■ Recorded information ■
============

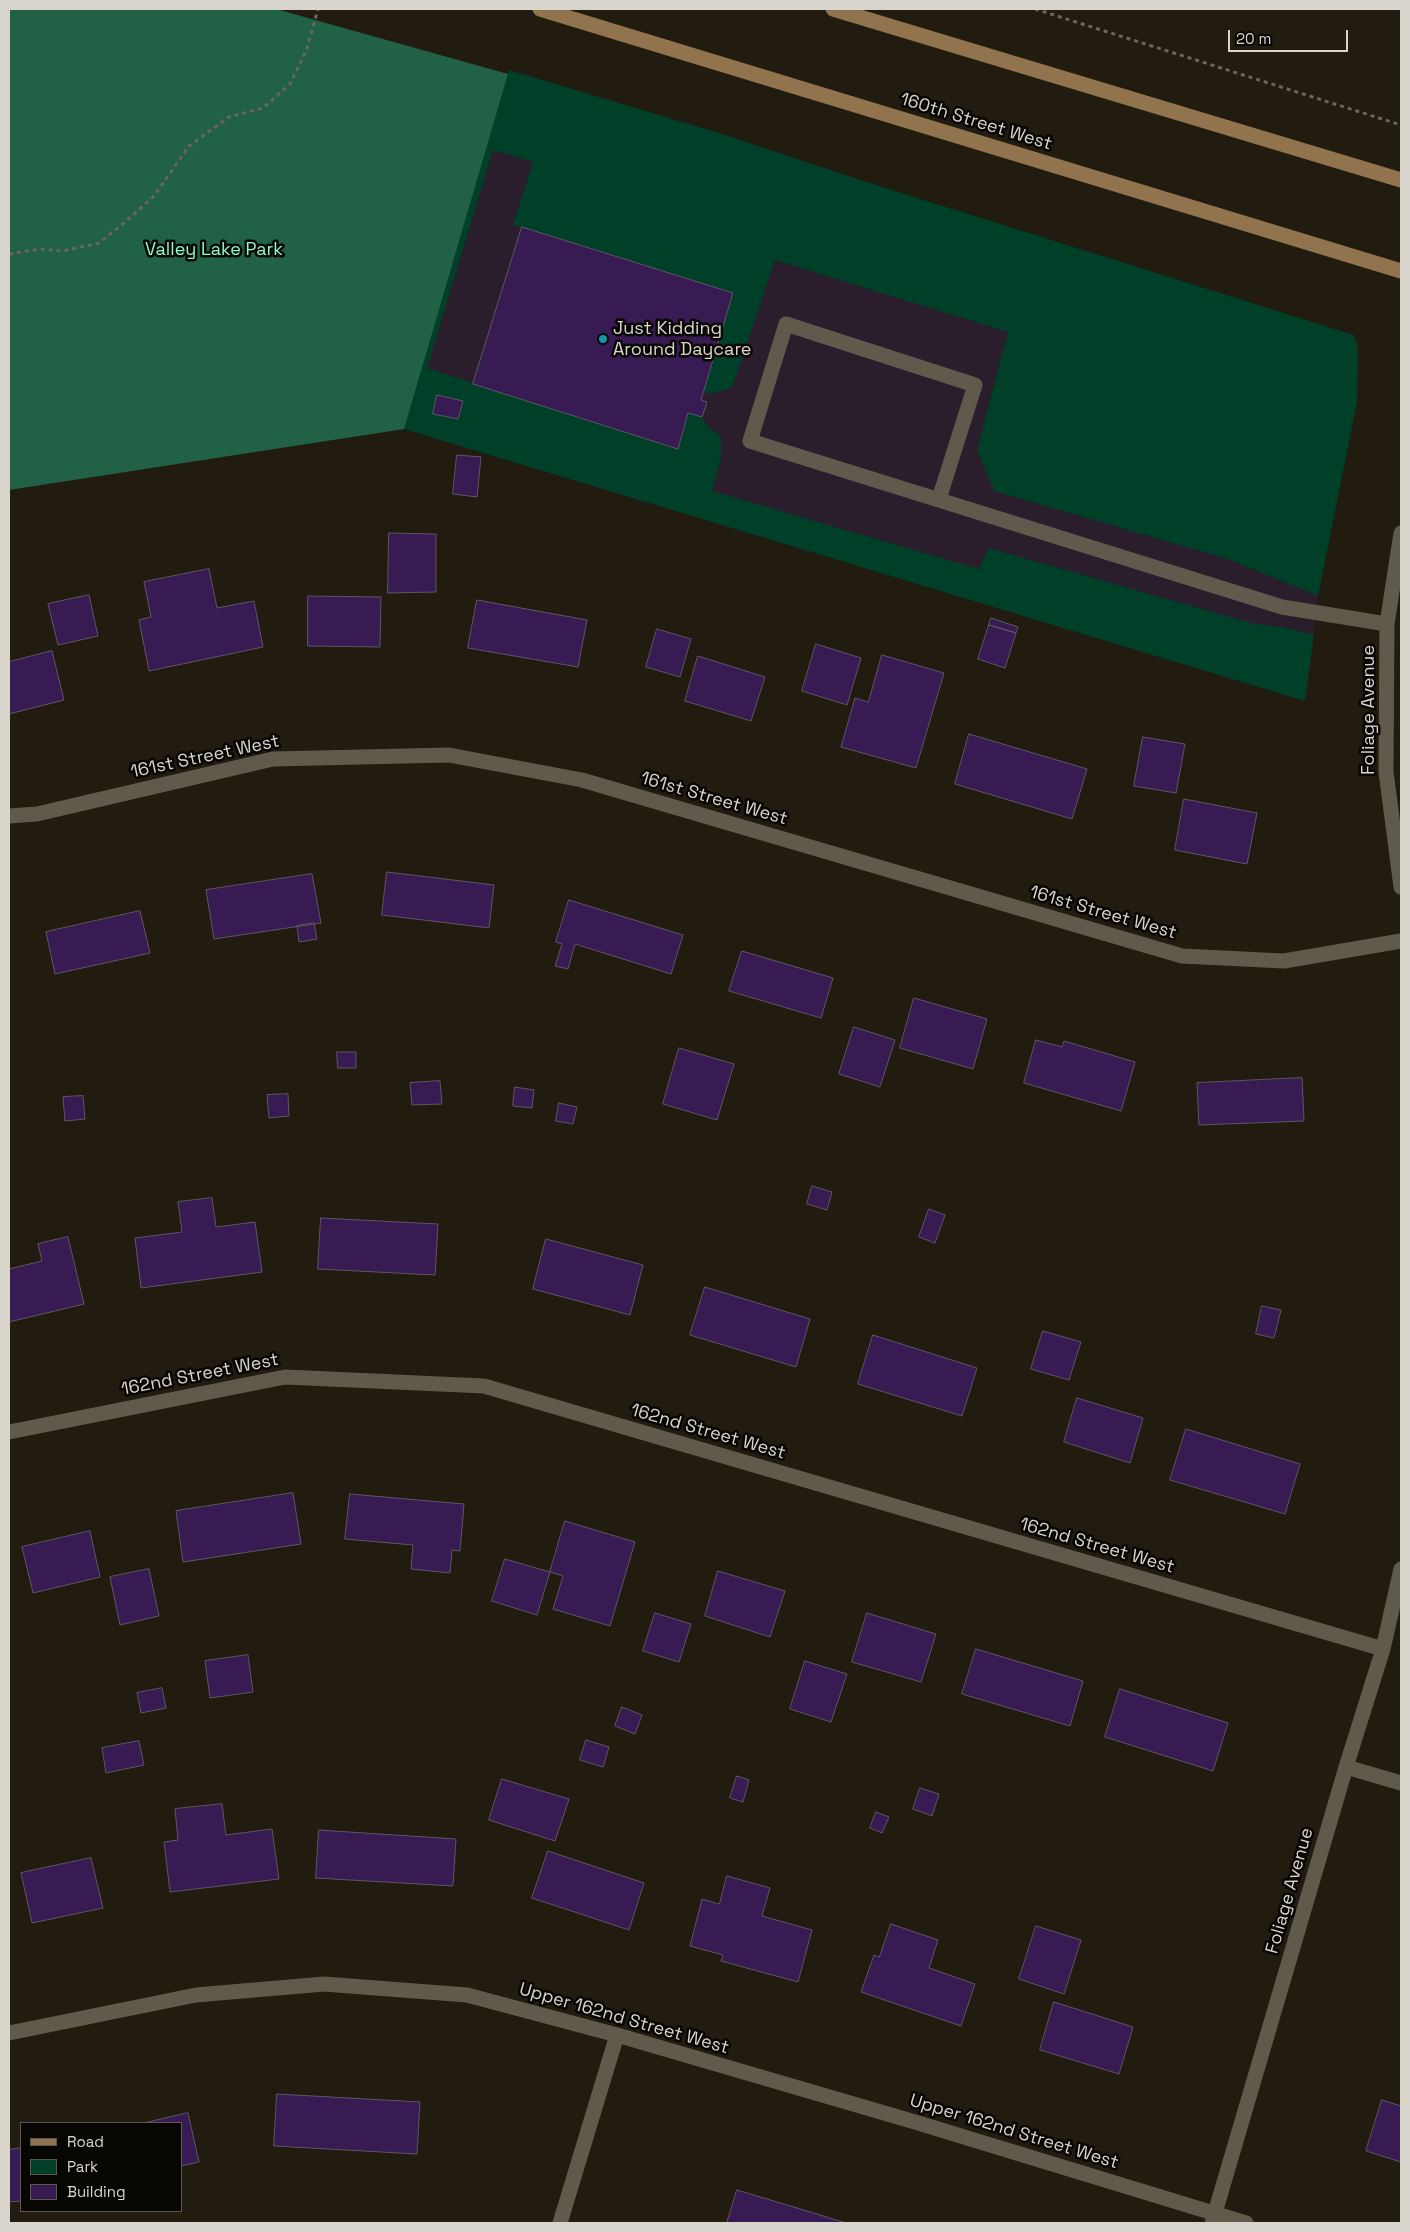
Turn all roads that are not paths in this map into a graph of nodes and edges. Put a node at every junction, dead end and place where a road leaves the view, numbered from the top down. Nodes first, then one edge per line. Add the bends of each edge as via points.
1 (540, 9) edge
2 (833, 9) edge
3 (1401, 180) edge
4 (1401, 271) edge
5 (939, 499) junction
6 (1401, 533) edge
7 (1387, 624) junction
8 (9, 816) edge
9 (1401, 887) edge
10 (1401, 941) edge
11 (9, 1432) edge
12 (1401, 1568) edge
13 (1383, 1649) junction
14 (1346, 1767) junction
15 (1401, 1783) edge
16 (9, 2033) edge
17 (616, 2035) junction
18 (1214, 2218) edge
19 (560, 2223) edge
20 (1246, 2223) edge

1 - 4 main road, 160th Street West
2 - 3 main road
5 - 5 street via 750,441 786,324 975,385
5 - 7 street via 1282,607
6 - 7 street, Foliage Avenue
7 - 9 street, Foliage Avenue via 1386,772
8 - 10 street, 161st Street West via 37,814 273,759 449,755 582,780 1182,956 1284,962
11 - 13 street, 162nd Street West via 285,1377 484,1386
12 - 13 street, Foliage Avenue
13 - 14 street, Foliage Avenue
14 - 15 street
14 - 18 street, Foliage Avenue
16 - 17 street, Upper 162nd Street West via 196,1995 324,1984 467,1995
17 - 18 street, Upper 162nd Street West via 915,2122
17 - 19 street
18 - 20 street, Upper 162nd Street West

============

■ Work task ■
Copy all the records word for word and keep the pictures out.

■ Final answer ■
Turn all roads that are not paths in this map into a graph of nodes and edges. Put a node at every junction, dead end and place where a road leaves the view, numbered from the top down. Nodes first, then one edge per line. Add the bends of each edge as via points.
1 (540, 9) edge
2 (833, 9) edge
3 (1401, 180) edge
4 (1401, 271) edge
5 (939, 499) junction
6 (1401, 533) edge
7 (1387, 624) junction
8 (9, 816) edge
9 (1401, 887) edge
10 (1401, 941) edge
11 (9, 1432) edge
12 (1401, 1568) edge
13 (1383, 1649) junction
14 (1346, 1767) junction
15 (1401, 1783) edge
16 (9, 2033) edge
17 (616, 2035) junction
18 (1214, 2218) edge
19 (560, 2223) edge
20 (1246, 2223) edge

1 - 4 main road, 160th Street West
2 - 3 main road
5 - 5 street via 750,441 786,324 975,385
5 - 7 street via 1282,607
6 - 7 street, Foliage Avenue
7 - 9 street, Foliage Avenue via 1386,772
8 - 10 street, 161st Street West via 37,814 273,759 449,755 582,780 1182,956 1284,962
11 - 13 street, 162nd Street West via 285,1377 484,1386
12 - 13 street, Foliage Avenue
13 - 14 street, Foliage Avenue
14 - 15 street
14 - 18 street, Foliage Avenue
16 - 17 street, Upper 162nd Street West via 196,1995 324,1984 467,1995
17 - 18 street, Upper 162nd Street West via 915,2122
17 - 19 street
18 - 20 street, Upper 162nd Street West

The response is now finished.